What is being asked —
Below are the records; they must be reproduced verbatim.

--- Records for processing Enclosed Below ---

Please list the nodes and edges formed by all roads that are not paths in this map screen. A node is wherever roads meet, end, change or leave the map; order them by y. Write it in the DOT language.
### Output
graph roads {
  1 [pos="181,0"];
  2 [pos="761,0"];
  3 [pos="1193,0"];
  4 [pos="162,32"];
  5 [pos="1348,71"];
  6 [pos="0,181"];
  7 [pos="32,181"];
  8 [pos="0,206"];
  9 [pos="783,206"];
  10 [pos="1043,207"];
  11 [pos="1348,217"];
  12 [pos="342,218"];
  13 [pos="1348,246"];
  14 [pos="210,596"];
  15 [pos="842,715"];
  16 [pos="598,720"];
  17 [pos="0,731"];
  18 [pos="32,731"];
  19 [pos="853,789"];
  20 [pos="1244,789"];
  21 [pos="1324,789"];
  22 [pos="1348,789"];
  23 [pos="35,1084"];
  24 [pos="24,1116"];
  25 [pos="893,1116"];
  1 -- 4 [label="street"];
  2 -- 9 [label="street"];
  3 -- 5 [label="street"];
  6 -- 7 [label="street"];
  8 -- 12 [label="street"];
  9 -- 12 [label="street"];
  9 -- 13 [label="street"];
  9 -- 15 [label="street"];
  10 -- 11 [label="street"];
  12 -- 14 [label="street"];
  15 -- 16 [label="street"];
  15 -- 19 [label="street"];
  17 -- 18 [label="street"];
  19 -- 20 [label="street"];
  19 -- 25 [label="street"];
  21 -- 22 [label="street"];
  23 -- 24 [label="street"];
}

--- End of Enclosed Records for processing ---

Response area —
Please list the nodes and edges formed by all roads that are not paths in this map screen. A node is wherever roads meet, end, change or leave the map; order them by y. Write it in the DOT language.
### Output
graph roads {
  1 [pos="181,0"];
  2 [pos="761,0"];
  3 [pos="1193,0"];
  4 [pos="162,32"];
  5 [pos="1348,71"];
  6 [pos="0,181"];
  7 [pos="32,181"];
  8 [pos="0,206"];
  9 [pos="783,206"];
  10 [pos="1043,207"];
  11 [pos="1348,217"];
  12 [pos="342,218"];
  13 [pos="1348,246"];
  14 [pos="210,596"];
  15 [pos="842,715"];
  16 [pos="598,720"];
  17 [pos="0,731"];
  18 [pos="32,731"];
  19 [pos="853,789"];
  20 [pos="1244,789"];
  21 [pos="1324,789"];
  22 [pos="1348,789"];
  23 [pos="35,1084"];
  24 [pos="24,1116"];
  25 [pos="893,1116"];
  1 -- 4 [label="street"];
  2 -- 9 [label="street"];
  3 -- 5 [label="street"];
  6 -- 7 [label="street"];
  8 -- 12 [label="street"];
  9 -- 12 [label="street"];
  9 -- 13 [label="street"];
  9 -- 15 [label="street"];
  10 -- 11 [label="street"];
  12 -- 14 [label="street"];
  15 -- 16 [label="street"];
  15 -- 19 [label="street"];
  17 -- 18 [label="street"];
  19 -- 20 [label="street"];
  19 -- 25 [label="street"];
  21 -- 22 [label="street"];
  23 -- 24 [label="street"];
}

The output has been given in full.